My Shadow’s Shadow
Cheryl Skory Suma
Before the fall, I did not appreciate the power of memories. They were of the forest’s shadow, easily eclipsed by the echo of my forward footsteps upon the broken parts of my now.
Once I’d become my shadow’s shadow, I saw memories through new stalker’s eyes. I became the observer, concealed behind a forest of lost snapshots of me.
My memories were too aggressive. Painfully thrusting themselves to the forefront or tugging me backward to a past best left behind. Even the innocent were more of a distraction than something I cherished. I was focused forward.
Post the fall, I wished only to travel back in time; to turn around and scoop up those lost comrades. To hold them under my cloak, both the innocent and the pained, lovingly cocooned together. Without exception.
I saw memories as slithering, living things. Like earthworms wriggling out of the ground to chase the rain’s song, memories had a sly way of slipping in and out of my consciousness, of gleefully appearing without warning to disrupt my present. The cruel ones were experts at waiting to pounce, cunningly curled up in the darkness until the time was right to show themselves—to remind me of all the burdens and hurt they cradled.
It wasn’t their fault. Like me, memories were at the mercy of time. Time changed us both, without consideration and with few concessions. Memories found a way to embrace time’s wreckage. As the moss that finds new life upon the fallen oak’s shattered trunk, my memories had morphed into something new. They demanded I support their vision even though they’d managed to recklessly color themselves with experiences and emotions that were never part of their beginnings, or mine.
Memories were such a negative presence in my life that I took them for granted. Until I fell.

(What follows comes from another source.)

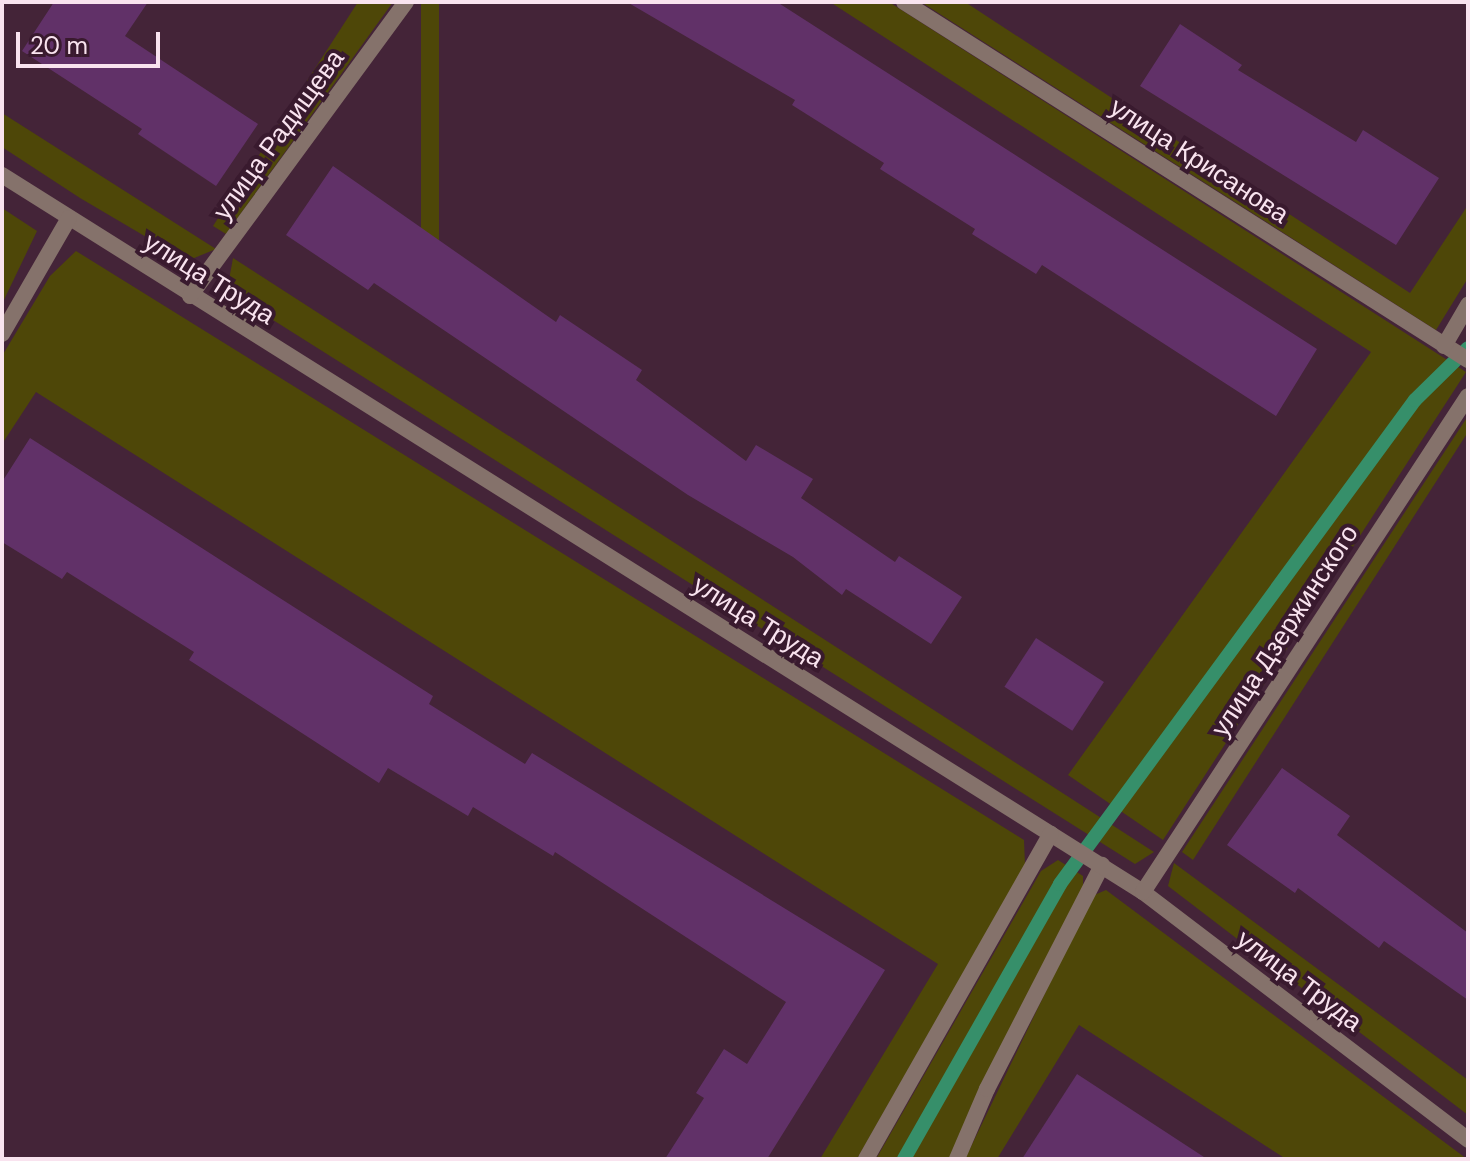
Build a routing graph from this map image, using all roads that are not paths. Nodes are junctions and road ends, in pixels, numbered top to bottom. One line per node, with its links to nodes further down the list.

Until a patch of ice on a blustery, snowy day. Until a misstep that birthed a head injury. In that instant, a large company of my memories and I parted ways. They flung themselves free, to scatter like mirror twins along with the swirling snowflakes that danced upward into the sky, riding the wind as I lay on my back, watching until my eyes blurred and the last stragglers melted on my lashes.
Suddenly, I became a mess of “Couldn’t” s. I couldn’t wash my face without vertigo shoving me over. I couldn’t write without leaving out expected prepositions, pronouns, conjunctions. I had trouble finding simple words or replaced the desired word with something that sounded or looked the same but wasn’t. I couldn’t smile and say, “Yes, that was a great day,” when my family told a story—a story from a past where I’d lived and loved, but now couldn’t remember.
A large piece of me was left behind on that ice, sliding sideways until coming to rest roadside. No matter how much I’ve tried to retrace my steps, I never found what the snowflakes so merrily coveted. My memories enjoyed their new freedom and chose not to return.
No more past stories to be tainted by time, no thoughts snaking in the basement, no happy memories swinging defiantly in the gallows. Just clean, crisp, nothingness. A decade long hole in my life. The head injury decided which memories were worthwhile and which were too heavy to carry on, and it didn’t care to sort through the good and the bad—it dumped them all. It had its own forward focus.
The encampment that once sheltered my memories now burnt to the ground, I began to feel invisible. Most of my memories were truly lost, although some would occasionally pass by to whisper in the ears of my loved ones, allowing them to share their version of my lost stories. Hearing it second hand didn’t feel the same; the stories didn’t engulf me the way the memories did when they still wriggled around within me. They were not mine. They were not real.
I hungrily looked at photographs from those lost years, hoping to tempt back that nagging tickle. To feel memories’ insistence for acknowledgement—so they could validate that I had a past worthy of remembering. When this failed, I would flee to walk circles around the block. Determined to go anywhere the quiet photographs were not, but with nowhere to go.
After the Shadow’s Gift
Post the fall, the initial deficits and memory loss forced me to sell my business—I had to leave behind the healthcare company I’d founded. Nor could I return to my previous career as a Speech-Language Pathologist. I had to find a new voice.
In my career, I had worked with TBI (Traumatic Brain Injury) patients. So I knew that if I wanted to heal, I should exercise my brain through math, word puzzles, reading. This led me to reconnect with my first love, writing. It took five years, but eventually, I found acceptance. I found ways to embrace my reborn self and the lessons of my head injury. Diving back into writing was only the first gift.
I discovered that I could leave unkind slithering thoughts in the shadows; it was in my power to forget them. I could use the absence of their biases to move forward free of the burden of past hurts. As new memories were born, I could allow them to wriggle through my consciousness and poke without competition at my future present—I could birth my own forest of recollections to echo new life choices.
I learned to slow down and appreciate life’s gifts more. This was a new me—one with a past full of holes. Perhaps, a trail of holes was just fine and dandy. It was the wholeness I could make of today that mattered.
These choices, this acceptance of my reborn self—it ensured that my new memories and I could cast our own shadow, instead of only belonging to those we’d left behind.